===== THE DATA =====
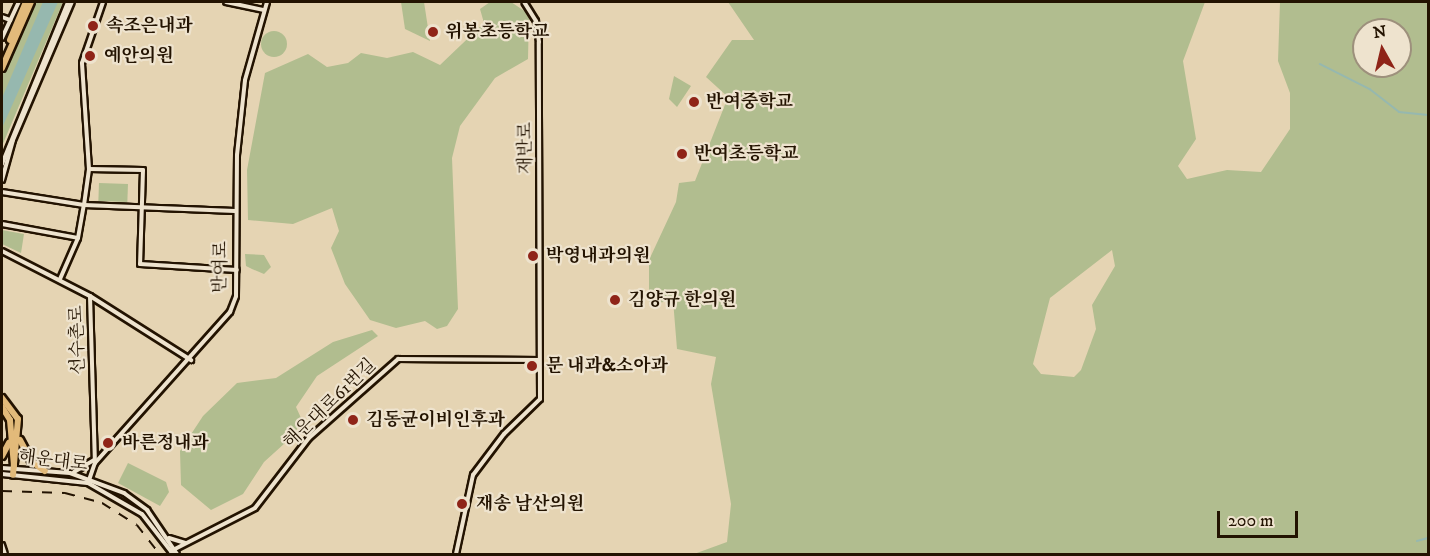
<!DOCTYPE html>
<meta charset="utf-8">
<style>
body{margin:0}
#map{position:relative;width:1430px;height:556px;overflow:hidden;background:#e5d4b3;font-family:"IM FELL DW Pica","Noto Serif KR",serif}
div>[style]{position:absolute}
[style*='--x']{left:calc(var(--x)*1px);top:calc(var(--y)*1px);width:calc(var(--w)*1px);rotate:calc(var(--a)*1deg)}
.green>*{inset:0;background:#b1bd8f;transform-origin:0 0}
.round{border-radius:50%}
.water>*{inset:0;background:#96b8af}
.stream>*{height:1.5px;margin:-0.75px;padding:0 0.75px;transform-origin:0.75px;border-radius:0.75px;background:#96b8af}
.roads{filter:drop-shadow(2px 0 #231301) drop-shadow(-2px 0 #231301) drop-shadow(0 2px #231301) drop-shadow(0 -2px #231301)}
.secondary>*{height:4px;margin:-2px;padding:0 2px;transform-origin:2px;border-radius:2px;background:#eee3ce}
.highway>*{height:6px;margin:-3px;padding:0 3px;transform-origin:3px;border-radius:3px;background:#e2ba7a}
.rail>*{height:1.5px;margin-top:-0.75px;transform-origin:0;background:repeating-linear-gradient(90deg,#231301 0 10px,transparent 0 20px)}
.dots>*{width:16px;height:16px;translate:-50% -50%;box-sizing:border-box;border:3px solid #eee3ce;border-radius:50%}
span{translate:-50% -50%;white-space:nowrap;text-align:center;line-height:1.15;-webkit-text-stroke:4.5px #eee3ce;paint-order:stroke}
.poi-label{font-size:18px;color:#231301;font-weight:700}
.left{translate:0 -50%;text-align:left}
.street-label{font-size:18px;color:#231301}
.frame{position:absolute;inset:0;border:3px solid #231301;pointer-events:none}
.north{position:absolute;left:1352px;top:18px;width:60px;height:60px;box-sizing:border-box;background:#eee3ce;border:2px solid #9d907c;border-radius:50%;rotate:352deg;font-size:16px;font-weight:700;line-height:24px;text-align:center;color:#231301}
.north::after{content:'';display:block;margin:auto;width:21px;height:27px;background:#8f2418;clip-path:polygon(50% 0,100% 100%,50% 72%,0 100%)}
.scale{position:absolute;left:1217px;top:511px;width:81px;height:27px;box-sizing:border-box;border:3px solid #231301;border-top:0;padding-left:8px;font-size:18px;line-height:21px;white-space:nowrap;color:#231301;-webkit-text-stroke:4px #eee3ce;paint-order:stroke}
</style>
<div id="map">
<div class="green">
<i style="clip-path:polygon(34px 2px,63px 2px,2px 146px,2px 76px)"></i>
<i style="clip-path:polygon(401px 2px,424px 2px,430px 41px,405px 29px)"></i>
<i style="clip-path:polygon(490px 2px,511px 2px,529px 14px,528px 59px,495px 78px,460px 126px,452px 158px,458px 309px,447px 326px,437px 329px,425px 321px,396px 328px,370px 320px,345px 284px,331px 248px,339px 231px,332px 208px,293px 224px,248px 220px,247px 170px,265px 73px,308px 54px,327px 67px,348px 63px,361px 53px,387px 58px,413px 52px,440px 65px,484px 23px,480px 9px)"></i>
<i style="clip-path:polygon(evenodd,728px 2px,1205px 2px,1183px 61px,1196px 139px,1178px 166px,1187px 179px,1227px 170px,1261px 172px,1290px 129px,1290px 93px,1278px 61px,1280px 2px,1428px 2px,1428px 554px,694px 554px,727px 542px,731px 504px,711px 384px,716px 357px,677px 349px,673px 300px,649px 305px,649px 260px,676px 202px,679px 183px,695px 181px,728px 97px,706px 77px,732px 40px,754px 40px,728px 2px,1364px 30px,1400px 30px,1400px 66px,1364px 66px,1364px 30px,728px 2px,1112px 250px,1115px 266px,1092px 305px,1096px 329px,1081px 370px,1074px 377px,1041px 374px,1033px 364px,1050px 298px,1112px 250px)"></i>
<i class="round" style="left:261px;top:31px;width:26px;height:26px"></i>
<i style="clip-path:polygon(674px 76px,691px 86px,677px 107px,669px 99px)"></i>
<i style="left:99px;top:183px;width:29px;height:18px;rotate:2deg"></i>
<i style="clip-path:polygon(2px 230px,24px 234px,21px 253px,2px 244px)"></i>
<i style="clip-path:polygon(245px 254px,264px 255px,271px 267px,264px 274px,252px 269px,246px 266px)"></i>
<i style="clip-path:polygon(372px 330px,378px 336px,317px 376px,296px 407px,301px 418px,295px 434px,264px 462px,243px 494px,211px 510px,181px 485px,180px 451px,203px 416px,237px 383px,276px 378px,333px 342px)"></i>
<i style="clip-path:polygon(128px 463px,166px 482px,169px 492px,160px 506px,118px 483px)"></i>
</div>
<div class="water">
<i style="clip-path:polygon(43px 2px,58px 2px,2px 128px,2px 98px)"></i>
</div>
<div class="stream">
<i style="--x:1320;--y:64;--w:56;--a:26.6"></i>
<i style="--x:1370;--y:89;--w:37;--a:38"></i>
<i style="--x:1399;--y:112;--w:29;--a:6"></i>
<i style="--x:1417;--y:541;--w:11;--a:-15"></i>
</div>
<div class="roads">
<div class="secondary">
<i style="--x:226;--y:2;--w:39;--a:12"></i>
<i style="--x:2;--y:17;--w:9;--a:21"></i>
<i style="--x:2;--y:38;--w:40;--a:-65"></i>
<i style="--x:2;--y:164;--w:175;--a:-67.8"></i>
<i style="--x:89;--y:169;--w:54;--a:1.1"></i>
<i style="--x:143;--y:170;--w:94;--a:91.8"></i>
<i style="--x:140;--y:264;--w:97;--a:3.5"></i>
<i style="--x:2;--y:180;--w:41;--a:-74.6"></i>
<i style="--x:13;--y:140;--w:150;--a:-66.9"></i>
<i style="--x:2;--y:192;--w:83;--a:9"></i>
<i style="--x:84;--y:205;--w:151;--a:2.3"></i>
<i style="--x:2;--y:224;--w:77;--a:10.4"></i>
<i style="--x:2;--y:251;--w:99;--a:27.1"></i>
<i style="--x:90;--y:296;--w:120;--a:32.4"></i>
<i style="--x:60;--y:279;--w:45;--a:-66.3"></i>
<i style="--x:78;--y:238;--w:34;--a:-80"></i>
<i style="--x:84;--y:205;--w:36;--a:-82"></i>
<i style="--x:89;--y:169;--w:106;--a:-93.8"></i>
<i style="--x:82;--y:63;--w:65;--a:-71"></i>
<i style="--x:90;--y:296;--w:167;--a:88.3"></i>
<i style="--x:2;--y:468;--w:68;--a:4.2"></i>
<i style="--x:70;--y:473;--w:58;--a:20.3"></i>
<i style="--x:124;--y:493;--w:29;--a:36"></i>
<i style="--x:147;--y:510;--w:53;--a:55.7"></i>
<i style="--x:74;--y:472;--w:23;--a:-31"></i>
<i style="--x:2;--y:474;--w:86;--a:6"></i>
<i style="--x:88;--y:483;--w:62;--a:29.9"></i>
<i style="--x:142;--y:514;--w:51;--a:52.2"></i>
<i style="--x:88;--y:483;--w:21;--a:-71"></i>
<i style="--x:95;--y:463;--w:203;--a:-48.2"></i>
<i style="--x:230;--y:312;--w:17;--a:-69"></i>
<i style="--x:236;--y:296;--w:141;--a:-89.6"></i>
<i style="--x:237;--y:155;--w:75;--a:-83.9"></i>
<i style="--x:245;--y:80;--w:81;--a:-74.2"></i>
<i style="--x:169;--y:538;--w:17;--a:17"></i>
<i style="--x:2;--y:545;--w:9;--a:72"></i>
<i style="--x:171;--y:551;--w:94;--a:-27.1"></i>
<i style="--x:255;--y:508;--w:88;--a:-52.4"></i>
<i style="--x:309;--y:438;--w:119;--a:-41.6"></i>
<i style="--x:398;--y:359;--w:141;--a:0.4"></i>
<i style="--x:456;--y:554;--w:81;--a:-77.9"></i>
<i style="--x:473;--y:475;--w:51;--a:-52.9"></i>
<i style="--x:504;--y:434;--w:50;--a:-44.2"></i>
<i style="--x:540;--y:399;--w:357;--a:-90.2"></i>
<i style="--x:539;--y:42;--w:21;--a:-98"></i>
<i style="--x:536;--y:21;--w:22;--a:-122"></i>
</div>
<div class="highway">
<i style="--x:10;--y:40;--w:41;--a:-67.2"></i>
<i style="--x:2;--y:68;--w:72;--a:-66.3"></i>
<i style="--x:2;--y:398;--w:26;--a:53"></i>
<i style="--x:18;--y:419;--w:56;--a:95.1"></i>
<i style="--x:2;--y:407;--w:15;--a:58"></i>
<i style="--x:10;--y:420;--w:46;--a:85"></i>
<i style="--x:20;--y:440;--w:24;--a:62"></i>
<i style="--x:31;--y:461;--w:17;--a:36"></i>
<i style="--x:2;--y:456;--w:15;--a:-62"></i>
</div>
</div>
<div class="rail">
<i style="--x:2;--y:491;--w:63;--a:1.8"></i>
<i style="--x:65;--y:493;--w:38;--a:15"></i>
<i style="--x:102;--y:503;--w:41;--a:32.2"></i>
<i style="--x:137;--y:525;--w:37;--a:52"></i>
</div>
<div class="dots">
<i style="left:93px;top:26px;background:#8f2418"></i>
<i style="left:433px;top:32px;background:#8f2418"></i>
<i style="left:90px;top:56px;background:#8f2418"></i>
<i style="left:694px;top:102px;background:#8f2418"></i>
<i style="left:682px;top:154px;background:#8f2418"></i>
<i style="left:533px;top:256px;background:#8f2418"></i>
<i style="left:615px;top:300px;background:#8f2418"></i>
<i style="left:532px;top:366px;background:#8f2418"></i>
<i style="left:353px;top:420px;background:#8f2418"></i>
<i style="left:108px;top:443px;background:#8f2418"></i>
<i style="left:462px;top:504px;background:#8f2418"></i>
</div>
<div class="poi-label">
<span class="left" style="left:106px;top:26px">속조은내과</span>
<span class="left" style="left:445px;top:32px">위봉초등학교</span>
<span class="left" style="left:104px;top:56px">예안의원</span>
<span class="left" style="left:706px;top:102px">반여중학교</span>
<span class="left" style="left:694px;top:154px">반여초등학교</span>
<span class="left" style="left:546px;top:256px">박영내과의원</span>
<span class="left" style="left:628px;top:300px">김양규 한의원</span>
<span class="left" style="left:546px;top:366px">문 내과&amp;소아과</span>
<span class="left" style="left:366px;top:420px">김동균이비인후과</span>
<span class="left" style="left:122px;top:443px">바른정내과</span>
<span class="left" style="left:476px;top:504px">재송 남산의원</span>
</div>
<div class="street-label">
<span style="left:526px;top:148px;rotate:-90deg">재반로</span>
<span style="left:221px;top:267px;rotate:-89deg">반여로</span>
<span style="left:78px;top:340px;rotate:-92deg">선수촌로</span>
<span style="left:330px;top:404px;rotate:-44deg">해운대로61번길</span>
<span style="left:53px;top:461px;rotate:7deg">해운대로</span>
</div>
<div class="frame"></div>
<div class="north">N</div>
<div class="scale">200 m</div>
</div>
=====
===== THE DATA =====
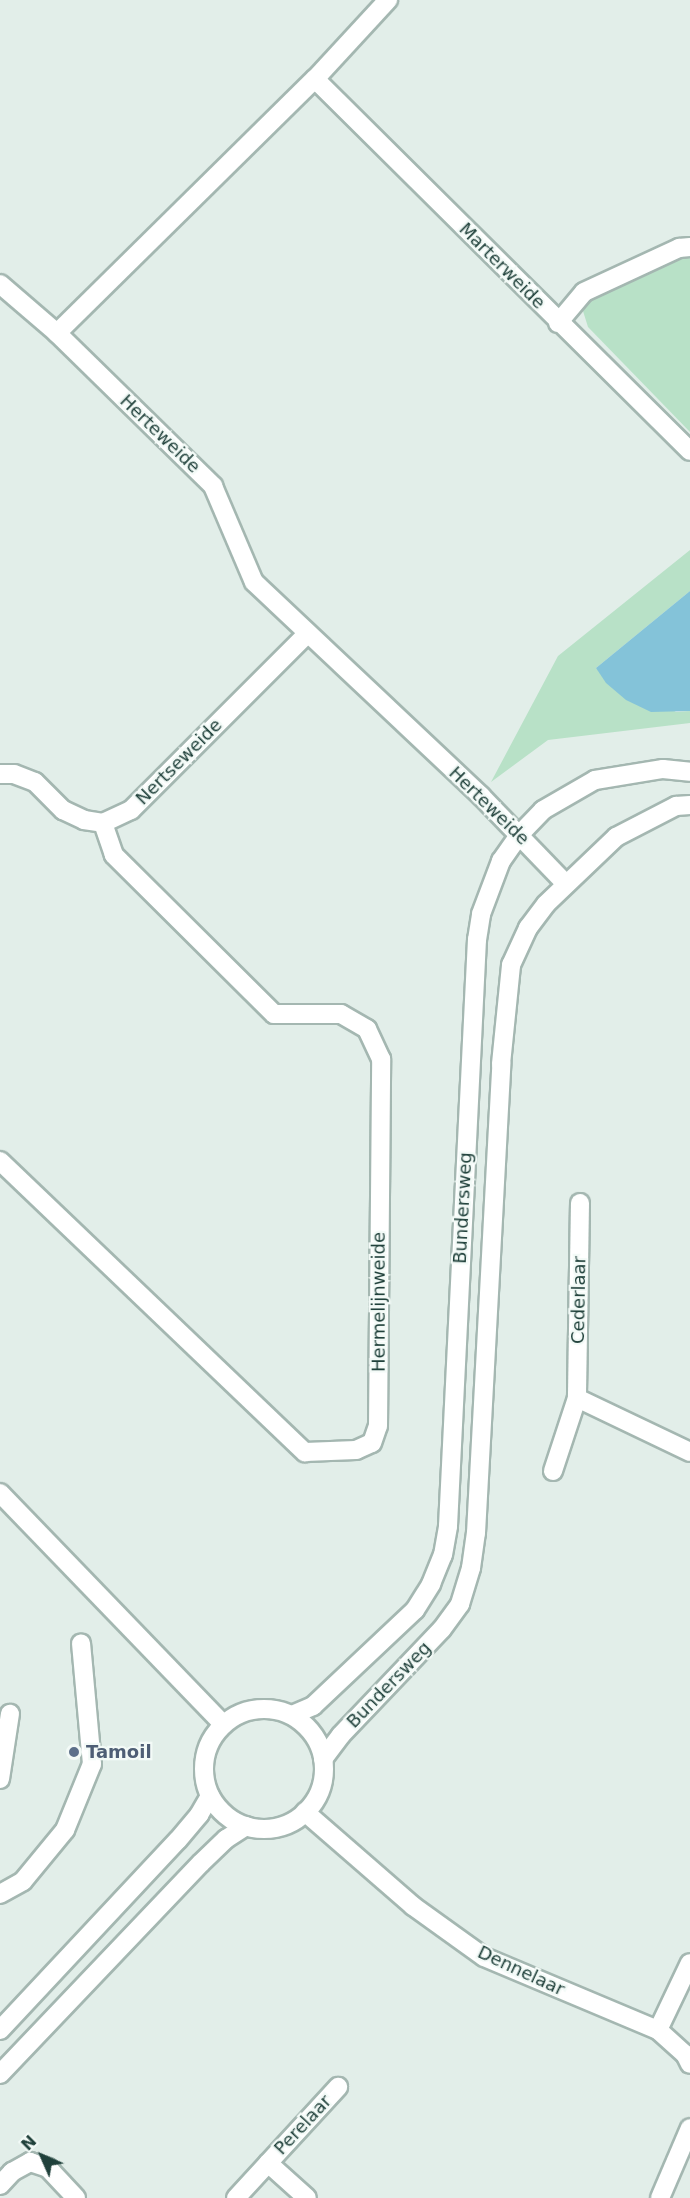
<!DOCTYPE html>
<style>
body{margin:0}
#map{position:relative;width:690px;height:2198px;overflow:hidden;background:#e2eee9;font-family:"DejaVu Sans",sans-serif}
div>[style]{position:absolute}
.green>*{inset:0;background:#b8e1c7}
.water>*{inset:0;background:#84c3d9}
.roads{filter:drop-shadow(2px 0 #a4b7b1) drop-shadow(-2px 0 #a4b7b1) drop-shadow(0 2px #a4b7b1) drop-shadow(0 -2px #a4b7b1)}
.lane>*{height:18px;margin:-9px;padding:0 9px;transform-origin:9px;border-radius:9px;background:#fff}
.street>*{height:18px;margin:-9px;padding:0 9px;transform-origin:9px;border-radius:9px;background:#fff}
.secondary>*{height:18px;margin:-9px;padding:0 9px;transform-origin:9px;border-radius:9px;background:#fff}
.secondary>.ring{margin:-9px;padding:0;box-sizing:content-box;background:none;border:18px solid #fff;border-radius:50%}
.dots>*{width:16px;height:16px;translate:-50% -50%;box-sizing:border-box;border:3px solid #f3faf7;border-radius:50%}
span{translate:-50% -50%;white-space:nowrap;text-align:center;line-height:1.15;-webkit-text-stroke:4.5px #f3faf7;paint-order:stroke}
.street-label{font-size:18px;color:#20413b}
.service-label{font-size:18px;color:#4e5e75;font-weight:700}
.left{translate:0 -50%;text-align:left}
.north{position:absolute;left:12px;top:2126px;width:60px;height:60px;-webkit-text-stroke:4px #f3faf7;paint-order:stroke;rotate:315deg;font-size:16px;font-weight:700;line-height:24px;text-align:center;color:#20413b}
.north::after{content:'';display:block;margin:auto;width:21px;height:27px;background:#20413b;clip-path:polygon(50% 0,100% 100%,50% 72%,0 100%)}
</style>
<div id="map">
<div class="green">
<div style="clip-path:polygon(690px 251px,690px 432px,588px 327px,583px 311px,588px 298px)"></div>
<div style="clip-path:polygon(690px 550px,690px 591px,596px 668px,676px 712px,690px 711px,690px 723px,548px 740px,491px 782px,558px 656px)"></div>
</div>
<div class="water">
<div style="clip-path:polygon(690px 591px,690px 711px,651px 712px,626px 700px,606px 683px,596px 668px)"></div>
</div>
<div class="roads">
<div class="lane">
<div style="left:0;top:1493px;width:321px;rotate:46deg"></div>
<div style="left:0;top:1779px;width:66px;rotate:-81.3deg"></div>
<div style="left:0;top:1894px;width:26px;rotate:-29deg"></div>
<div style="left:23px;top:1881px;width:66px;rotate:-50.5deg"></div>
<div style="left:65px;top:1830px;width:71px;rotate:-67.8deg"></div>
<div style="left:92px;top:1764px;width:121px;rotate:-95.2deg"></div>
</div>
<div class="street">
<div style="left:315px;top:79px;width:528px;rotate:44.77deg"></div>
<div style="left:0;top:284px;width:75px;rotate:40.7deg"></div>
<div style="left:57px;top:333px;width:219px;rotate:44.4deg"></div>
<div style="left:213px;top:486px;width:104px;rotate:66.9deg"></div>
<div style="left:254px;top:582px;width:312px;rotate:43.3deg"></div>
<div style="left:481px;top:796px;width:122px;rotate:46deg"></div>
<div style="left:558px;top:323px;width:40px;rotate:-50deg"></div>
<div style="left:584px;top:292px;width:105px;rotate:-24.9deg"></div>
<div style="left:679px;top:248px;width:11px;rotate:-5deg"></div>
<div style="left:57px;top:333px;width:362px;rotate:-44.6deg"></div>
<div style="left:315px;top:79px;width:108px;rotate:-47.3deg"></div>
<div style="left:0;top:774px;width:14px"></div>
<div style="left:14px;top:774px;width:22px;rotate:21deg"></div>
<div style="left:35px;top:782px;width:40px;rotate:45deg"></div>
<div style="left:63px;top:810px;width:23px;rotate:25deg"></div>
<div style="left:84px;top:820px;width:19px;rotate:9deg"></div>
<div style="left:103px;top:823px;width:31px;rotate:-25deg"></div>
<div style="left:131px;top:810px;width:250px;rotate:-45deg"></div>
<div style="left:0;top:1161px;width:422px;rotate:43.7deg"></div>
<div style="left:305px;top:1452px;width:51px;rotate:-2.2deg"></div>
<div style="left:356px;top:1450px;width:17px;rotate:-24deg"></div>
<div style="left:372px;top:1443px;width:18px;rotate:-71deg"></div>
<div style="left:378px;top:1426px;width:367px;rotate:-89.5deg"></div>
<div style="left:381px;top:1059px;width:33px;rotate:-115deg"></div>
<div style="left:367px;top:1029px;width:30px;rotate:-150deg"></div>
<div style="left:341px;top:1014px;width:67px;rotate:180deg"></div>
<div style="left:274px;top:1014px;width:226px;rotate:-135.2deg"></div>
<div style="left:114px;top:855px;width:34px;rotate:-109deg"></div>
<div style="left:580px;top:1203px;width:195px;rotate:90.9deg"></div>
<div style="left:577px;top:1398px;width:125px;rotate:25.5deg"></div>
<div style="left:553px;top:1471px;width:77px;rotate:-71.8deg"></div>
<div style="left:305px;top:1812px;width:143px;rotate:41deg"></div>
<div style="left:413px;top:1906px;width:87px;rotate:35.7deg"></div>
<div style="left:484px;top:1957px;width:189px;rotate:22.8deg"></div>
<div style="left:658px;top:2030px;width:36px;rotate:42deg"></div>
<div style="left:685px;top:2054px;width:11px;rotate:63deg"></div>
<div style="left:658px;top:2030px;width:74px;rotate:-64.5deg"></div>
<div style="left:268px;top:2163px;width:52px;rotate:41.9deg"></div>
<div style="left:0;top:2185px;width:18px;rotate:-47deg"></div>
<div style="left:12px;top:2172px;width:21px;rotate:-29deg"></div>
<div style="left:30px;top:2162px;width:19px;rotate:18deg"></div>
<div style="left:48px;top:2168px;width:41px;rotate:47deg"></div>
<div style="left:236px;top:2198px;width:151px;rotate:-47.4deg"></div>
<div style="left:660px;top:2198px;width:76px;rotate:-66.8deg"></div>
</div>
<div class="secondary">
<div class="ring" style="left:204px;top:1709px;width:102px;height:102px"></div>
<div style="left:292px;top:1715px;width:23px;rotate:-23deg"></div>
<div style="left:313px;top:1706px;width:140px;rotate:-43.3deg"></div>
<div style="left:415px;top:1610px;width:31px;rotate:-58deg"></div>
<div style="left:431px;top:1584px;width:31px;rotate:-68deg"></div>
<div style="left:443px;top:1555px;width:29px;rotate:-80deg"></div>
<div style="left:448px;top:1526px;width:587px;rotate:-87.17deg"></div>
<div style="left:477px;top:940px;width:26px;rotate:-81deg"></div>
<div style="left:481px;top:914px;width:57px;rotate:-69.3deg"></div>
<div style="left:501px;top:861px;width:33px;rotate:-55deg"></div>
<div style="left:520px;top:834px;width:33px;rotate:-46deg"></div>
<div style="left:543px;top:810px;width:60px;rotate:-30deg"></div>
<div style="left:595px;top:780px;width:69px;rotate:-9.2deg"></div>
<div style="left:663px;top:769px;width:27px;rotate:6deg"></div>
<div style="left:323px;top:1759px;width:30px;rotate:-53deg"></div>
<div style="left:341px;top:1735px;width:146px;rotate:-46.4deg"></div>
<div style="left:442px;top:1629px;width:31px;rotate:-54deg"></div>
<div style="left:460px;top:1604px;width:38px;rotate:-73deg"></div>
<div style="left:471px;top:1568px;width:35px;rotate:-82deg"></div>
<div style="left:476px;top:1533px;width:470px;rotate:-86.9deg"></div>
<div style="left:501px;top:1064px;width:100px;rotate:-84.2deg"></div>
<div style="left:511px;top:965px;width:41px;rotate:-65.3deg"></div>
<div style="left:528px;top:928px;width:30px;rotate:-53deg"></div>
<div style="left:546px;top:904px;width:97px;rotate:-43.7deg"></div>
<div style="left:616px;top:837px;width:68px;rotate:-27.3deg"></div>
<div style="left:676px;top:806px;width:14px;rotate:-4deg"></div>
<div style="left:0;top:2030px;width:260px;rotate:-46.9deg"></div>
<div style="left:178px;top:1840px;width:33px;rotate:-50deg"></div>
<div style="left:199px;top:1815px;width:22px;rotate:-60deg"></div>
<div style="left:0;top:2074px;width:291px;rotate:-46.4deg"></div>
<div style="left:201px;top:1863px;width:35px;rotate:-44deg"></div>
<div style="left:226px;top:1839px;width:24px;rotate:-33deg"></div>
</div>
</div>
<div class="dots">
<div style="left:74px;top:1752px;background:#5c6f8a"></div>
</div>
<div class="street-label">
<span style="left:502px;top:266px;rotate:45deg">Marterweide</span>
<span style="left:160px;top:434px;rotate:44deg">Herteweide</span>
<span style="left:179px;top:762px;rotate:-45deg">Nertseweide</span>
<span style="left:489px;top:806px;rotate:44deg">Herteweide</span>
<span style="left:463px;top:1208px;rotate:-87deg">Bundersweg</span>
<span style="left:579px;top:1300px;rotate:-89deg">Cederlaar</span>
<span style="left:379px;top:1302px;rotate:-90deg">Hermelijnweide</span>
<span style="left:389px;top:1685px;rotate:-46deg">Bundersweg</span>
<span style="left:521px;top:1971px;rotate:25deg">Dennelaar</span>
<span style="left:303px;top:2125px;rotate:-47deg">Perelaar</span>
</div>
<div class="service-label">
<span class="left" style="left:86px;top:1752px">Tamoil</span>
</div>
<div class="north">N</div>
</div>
=====
* [WHAT TO DO]
What lines in the listing contain "family"? Copy them all.

* [RESPONSE AREA]
#map{position:relative;width:1430px;height:556px;overflow:hidden;background:#e5d4b3;font-family:"IM FELL DW Pica","Noto Serif KR",serif}
#map{position:relative;width:690px;height:2198px;overflow:hidden;background:#e2eee9;font-family:"DejaVu Sans",sans-serif}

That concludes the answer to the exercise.